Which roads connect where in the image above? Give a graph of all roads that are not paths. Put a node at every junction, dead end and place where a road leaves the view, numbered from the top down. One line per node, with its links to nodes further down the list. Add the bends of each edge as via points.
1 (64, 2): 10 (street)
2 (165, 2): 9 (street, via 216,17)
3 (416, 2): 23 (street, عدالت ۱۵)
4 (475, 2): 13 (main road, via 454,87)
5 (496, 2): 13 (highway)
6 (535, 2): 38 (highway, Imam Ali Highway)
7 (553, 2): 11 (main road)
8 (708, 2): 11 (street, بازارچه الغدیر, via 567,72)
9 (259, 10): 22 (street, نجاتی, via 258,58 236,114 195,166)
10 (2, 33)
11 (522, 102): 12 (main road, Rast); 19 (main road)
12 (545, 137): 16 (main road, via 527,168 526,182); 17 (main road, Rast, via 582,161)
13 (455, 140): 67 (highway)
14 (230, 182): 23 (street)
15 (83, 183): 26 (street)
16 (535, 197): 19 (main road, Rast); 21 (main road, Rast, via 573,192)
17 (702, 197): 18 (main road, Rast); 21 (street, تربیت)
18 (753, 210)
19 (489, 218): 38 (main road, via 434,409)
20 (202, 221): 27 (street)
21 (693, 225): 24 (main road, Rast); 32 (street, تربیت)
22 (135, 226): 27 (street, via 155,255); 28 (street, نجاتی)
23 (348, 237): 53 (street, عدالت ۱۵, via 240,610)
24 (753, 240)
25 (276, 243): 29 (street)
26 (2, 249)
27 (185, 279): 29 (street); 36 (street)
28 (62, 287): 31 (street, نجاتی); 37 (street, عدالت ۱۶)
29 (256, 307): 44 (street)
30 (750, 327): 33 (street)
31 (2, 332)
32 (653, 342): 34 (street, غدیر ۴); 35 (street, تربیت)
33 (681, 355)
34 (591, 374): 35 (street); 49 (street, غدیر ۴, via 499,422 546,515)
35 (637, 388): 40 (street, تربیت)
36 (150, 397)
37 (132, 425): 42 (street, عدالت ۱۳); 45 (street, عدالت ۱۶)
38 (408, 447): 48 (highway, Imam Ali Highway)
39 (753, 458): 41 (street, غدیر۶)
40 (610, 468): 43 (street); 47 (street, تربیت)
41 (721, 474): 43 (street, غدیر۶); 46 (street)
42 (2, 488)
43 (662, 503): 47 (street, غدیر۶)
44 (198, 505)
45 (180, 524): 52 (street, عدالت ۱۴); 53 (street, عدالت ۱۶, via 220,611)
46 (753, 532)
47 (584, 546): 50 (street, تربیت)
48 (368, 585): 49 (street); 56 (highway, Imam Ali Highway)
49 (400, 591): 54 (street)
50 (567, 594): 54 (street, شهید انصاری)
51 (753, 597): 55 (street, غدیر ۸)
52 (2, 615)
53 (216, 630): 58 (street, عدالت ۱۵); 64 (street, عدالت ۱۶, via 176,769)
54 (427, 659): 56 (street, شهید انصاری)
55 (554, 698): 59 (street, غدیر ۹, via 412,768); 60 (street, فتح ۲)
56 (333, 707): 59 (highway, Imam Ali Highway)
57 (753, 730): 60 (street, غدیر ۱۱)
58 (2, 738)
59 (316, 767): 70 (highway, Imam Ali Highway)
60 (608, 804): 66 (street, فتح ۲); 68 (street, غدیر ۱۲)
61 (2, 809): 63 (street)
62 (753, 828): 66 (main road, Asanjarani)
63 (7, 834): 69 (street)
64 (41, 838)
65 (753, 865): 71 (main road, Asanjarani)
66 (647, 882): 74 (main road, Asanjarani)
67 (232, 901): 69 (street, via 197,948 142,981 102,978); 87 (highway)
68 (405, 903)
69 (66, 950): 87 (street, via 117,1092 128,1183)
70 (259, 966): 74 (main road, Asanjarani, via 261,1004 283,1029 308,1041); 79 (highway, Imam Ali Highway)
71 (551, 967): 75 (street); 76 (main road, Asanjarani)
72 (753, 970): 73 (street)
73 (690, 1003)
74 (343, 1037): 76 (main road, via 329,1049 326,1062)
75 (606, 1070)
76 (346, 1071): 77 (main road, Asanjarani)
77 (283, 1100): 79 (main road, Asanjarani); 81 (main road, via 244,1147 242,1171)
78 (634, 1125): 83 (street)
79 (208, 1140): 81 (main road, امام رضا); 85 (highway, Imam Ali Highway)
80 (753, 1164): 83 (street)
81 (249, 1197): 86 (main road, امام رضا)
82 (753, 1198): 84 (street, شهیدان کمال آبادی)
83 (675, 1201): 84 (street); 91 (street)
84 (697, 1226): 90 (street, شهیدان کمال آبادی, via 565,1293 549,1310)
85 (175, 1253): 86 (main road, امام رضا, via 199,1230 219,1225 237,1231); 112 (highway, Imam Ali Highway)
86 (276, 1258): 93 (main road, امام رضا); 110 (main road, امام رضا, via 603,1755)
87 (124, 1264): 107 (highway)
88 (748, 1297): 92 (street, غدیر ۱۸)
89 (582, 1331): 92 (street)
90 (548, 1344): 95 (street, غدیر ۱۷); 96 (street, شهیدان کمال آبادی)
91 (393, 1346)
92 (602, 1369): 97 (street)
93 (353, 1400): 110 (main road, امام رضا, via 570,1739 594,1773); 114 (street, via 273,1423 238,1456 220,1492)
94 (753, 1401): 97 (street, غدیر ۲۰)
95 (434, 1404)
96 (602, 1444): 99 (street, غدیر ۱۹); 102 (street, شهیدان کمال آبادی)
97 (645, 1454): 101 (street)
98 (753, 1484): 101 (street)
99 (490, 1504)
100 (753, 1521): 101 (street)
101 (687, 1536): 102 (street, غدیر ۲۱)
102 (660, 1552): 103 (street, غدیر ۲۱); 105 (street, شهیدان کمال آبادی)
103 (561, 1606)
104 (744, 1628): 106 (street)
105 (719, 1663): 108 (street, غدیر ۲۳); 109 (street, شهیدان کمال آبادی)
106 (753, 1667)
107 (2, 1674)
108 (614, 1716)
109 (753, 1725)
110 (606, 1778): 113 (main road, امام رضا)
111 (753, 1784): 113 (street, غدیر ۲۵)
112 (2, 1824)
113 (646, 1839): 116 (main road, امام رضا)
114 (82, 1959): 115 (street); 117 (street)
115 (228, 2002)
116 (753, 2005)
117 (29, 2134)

• _Work instruction_: Please determine how many lines in the entries contain the word "Asanjarani" and reply with that figure alone.

• _Task response_: 7